Search code examples
google-translate

How to ignore specified word in text?


I'm using java version of translate API in app engine. Is there a way to ignore specific word in translation eg: "Translate IGNORED_TEXT this", for some languages IGNORED_TEXT is malformed and it's not guaranteed that Translate API will not change it.


Solution

  • After multiple attempts I've ended up with a kind of retrier, which was using special character for the text I wanted to ignore. In My case they were string parameters(%d, %s etc.).
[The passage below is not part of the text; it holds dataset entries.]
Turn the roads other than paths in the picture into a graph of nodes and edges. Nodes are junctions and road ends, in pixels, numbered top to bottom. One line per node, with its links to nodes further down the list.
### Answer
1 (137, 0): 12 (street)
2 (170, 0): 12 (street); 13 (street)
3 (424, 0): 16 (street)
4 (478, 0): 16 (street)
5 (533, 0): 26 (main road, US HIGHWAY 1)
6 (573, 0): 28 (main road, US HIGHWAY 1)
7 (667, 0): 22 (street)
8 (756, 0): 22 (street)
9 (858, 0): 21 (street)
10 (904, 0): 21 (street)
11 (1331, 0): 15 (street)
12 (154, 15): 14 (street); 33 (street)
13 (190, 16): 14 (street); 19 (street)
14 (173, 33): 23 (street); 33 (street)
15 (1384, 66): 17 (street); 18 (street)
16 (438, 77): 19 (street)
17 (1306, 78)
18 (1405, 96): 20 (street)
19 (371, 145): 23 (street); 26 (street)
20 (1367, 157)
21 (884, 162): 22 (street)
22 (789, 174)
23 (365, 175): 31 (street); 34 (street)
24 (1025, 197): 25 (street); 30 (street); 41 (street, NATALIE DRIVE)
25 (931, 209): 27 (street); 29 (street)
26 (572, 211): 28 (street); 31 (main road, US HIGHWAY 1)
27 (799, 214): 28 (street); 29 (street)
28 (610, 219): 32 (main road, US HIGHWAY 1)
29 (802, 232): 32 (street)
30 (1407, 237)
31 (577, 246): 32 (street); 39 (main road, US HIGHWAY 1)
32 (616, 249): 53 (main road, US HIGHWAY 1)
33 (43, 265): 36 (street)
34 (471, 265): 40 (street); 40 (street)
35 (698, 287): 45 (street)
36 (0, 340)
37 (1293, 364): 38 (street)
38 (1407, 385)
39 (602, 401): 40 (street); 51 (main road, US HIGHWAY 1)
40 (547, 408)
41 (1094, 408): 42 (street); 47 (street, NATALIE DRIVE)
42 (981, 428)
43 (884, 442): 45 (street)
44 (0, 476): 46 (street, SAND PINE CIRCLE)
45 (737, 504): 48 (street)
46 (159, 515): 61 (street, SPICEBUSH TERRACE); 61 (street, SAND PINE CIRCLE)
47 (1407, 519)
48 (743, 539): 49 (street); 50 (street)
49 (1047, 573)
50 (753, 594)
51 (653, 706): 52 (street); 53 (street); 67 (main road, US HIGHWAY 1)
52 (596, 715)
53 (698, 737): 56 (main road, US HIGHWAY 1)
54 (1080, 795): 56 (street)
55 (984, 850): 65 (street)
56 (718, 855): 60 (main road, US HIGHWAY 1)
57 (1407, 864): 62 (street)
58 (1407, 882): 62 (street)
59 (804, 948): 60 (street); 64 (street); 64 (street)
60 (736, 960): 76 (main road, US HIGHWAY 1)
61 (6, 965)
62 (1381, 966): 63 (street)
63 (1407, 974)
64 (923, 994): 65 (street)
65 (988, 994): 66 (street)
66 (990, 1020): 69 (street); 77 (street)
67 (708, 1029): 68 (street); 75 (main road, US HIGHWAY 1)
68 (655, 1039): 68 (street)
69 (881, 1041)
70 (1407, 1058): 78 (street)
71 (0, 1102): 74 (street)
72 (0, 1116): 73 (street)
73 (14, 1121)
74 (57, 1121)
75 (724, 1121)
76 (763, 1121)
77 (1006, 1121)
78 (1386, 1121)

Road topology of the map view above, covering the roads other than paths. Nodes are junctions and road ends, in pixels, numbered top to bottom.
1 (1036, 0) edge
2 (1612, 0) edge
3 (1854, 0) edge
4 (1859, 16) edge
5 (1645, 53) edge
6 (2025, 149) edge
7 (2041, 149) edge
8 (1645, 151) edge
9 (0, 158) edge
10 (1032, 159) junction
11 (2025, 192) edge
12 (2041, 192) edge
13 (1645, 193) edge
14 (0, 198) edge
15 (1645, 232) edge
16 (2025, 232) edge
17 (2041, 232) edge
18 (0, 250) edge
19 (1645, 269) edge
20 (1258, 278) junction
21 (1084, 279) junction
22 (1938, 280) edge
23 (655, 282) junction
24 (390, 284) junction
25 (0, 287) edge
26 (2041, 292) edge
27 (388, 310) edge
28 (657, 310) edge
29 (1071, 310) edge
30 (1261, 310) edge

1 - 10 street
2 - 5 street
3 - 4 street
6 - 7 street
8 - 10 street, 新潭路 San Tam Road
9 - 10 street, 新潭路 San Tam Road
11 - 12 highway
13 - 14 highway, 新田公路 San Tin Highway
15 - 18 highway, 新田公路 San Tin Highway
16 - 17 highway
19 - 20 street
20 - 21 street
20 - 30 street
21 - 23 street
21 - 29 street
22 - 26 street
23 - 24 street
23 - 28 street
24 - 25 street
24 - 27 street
Maybe it will be a help for someone:

    public class Parser {
    
    public static final String[] MAGIC_PARAMETER_STRING = {"975313579", "*****", "˨", "இ", "⏲"};
    public static final String[] MAGIC_PARAMETER_NUMBER = {"975323579", "*******", "Ω", "˧", "\u23FA"};
    private static final String formatSpecifier
            = "%(\\d+\\$)?([-#+ 0,(\\<]*)?(\\d+)?(\\.\\d+)?([tT])?([a-zA-Z%])";
    private static final Pattern formatToken = Pattern.compile(formatSpecifier);
    private final int maxStringParameterCount = Parser.MAGIC_PARAMETER_STRING.length;
    private final int maxNumberParameterCount = Parser.MAGIC_PARAMETER_NUMBER.length;
    private int stringPos = 0;
    private int numberPos = 0;
    
    private String convertToken(ConvertedString result, String index, String flags, String width, String precision, String temporal, String conversion, String numberReplacement, String stringReplacement) {
        if (conversion.equals("s")) {
            result.stringArgCount++;
            return stringReplacement;
        } else if (conversion.equals("d")) {
            result.numberArgCount++;
            return numberReplacement;
        }
        throw new IllegalArgumentException("%" + index + flags + width + precision + temporal + conversion);
    }
    
    private String getReplacementNumber(boolean bumpUp) throws RetryExceededException {
        if (bumpUp) {
            ++numberPos;
        }
        if (numberPos >= maxNumberParameterCount) {
            throw new RetryExceededException();
        }
        return MAGIC_PARAMETER_NUMBER[numberPos];
    }
    
    private String getReplacementString(boolean bumpUp) throws RetryExceededException {
        if (bumpUp) {
            ++stringPos;
        }
        if (stringPos >= maxStringParameterCount) {
            throw new RetryExceededException();
        }
        return MAGIC_PARAMETER_STRING[stringPos];
    }
    
    public ConvertedString revert(String text) throws RetryExceededException {
        ConvertedString convertedString = new ConvertedString();
        String replacementString = getReplacementString(false);
        String replacementNumber = getReplacementNumber(false);
        convertedString.stringArgCount = StringUtils.countMatches(text, replacementString);
        convertedString.numberArgCount = StringUtils.countMatches(text, replacementNumber);
        String result = text.replace(replacementString, "%s");
        result = result.replace(replacementNumber, "%d");
        convertedString.result = result;
        return convertedString;
    }
    
    public ConvertedString convert(final String format) {
        return convert(format, MAGIC_PARAMETER_NUMBER[0], MAGIC_PARAMETER_STRING[0]);
    }
    
    public ConvertedString convert(final String format, String numberReplacement, String stringReplacement) {
        ConvertedString result = new ConvertedString();
        final StringBuilder regex = new StringBuilder();
        final Matcher matcher = formatToken.matcher(format);
        int lastIndex = 0;
        while (matcher.find()) {
            regex.append(format.substring(lastIndex, matcher.start()));
            regex.append(convertToken(result, matcher.group(1), matcher.group(2), matcher.group(3),
                    matcher.group(4), matcher.group(5), matcher.group(6), numberReplacement, stringReplacement));
            lastIndex = matcher.end();
        }
        regex.append(format.substring(lastIndex, format.length()));
        result.result = regex.toString();
        return result;
    }
    
    public ConvertedString retryConvert(String originalText, boolean bumpUpString, boolean bumpUpNumber) throws RetryExceededException {
        String replacementNumber = getReplacementNumber(bumpUpNumber);
        String replacementString = getReplacementString(bumpUpString);
        return convert(originalText, replacementNumber, replacementString);
    }
    
    public static class ConvertedString {
        public int stringArgCount;
        public int numberArgCount;
        public String result;
    
    }
    
    public static class RetryExceededException extends Exception {
    
    }
    }